*** Exercise data ***

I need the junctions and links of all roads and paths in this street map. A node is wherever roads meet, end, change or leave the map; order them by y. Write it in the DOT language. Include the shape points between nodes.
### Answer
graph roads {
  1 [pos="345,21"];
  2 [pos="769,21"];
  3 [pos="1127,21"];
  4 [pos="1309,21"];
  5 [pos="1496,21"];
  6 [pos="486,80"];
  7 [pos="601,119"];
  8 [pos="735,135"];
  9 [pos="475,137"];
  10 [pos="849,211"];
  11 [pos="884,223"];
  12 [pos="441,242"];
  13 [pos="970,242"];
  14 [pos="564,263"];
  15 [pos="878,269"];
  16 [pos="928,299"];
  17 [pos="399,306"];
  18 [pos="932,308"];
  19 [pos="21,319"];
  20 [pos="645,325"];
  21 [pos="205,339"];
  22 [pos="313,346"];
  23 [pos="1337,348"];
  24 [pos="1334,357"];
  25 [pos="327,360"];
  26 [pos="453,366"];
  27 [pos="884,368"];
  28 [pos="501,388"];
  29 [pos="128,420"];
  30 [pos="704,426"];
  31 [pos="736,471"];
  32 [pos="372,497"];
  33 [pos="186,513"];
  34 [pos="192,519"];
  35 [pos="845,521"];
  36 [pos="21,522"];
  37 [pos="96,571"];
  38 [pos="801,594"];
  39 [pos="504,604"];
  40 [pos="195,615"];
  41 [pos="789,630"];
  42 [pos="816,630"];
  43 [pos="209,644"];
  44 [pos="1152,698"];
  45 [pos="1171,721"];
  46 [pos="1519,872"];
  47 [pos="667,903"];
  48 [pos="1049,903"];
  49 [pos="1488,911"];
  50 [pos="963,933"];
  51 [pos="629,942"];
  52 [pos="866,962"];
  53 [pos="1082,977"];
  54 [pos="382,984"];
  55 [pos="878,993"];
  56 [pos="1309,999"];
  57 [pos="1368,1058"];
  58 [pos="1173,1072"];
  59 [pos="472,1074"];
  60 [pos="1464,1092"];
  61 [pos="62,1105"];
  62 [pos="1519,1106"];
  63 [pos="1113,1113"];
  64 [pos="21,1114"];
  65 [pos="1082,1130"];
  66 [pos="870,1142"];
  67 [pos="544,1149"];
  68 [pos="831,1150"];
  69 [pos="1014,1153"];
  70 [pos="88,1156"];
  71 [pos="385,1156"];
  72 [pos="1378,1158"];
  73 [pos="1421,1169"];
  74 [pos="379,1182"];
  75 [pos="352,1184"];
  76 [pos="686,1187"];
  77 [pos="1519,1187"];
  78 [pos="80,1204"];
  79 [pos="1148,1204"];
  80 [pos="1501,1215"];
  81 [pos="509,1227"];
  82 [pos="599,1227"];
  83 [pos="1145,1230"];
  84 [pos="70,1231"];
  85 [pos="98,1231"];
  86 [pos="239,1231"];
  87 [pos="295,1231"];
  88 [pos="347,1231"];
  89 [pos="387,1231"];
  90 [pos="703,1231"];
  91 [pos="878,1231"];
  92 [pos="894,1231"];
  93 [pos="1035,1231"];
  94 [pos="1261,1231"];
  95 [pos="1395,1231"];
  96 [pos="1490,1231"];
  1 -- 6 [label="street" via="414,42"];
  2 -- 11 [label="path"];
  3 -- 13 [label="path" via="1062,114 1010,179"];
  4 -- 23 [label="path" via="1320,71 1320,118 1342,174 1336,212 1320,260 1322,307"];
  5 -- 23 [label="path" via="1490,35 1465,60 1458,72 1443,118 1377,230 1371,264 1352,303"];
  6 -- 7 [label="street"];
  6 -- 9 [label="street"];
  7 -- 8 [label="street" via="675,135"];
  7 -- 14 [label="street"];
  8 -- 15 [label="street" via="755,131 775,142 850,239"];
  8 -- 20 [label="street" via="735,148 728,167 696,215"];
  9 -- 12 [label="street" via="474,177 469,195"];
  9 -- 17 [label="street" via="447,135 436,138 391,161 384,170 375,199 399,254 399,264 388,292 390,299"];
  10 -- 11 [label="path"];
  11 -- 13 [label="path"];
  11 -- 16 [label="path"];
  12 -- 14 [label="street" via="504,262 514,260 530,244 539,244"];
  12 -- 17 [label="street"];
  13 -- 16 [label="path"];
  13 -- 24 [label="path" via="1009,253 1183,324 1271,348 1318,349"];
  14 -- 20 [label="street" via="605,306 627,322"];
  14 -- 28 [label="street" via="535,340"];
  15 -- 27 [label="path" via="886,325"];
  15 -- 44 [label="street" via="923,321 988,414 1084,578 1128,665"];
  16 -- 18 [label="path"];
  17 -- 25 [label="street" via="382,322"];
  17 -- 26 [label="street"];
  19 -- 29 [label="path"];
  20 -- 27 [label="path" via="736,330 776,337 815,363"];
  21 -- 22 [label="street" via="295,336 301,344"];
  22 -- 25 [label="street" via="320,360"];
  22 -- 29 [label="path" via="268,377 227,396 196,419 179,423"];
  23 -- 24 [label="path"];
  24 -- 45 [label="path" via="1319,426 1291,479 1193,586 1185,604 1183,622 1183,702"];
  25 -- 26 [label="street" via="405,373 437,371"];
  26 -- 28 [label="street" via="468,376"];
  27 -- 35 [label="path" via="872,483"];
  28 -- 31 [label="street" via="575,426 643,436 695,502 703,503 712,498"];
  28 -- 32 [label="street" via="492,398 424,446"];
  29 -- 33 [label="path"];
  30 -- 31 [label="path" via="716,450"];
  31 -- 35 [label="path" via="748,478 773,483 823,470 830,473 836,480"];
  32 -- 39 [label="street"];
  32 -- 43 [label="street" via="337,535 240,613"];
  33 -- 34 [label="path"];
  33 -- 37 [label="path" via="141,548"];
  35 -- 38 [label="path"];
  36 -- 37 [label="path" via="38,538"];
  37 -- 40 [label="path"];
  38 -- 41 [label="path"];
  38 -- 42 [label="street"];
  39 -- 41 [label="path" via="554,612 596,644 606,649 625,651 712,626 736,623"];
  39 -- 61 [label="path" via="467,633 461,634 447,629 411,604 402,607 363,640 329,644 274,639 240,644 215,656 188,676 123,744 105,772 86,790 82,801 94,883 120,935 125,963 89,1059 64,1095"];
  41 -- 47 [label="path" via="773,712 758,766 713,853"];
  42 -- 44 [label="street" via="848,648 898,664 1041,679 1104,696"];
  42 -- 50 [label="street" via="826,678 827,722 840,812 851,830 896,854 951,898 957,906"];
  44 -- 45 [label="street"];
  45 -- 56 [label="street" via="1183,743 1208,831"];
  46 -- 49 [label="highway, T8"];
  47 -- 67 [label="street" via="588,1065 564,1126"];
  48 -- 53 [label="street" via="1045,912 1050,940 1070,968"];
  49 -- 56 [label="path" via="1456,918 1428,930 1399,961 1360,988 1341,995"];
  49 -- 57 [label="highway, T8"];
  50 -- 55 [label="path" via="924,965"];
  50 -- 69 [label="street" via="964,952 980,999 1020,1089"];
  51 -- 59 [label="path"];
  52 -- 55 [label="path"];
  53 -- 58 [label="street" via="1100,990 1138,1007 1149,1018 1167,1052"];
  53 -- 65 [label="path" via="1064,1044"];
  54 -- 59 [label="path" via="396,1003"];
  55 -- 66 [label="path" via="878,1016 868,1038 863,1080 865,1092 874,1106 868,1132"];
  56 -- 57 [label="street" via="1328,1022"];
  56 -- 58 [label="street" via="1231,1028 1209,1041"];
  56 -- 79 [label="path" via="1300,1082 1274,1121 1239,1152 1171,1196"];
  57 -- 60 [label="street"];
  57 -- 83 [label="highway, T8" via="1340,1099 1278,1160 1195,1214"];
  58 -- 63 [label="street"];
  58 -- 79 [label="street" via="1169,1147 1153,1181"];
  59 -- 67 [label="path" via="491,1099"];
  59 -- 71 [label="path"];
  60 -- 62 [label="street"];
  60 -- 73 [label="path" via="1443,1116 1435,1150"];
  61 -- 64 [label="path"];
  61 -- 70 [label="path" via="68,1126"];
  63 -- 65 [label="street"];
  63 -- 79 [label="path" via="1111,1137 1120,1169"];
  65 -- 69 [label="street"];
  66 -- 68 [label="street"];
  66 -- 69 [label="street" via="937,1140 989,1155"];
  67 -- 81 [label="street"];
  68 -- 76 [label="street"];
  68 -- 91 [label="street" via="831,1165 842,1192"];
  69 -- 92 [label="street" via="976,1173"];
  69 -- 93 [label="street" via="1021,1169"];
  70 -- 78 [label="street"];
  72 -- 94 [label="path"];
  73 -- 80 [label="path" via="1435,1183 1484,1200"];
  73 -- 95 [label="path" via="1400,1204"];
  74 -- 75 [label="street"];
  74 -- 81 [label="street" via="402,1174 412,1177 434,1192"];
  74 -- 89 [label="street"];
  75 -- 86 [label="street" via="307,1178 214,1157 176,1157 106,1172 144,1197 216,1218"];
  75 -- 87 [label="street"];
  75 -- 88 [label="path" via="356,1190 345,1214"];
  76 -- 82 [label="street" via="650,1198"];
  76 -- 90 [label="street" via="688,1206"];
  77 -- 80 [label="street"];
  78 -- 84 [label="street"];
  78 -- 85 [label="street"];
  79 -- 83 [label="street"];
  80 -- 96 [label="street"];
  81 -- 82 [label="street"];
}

***

Activity: Gather all lines with the string "highway" from the data.

The completed task:
  46 -- 49 [label="highway, T8"];
  49 -- 57 [label="highway, T8"];
  57 -- 83 [label="highway, T8" via="1340,1099 1278,1160 1195,1214"];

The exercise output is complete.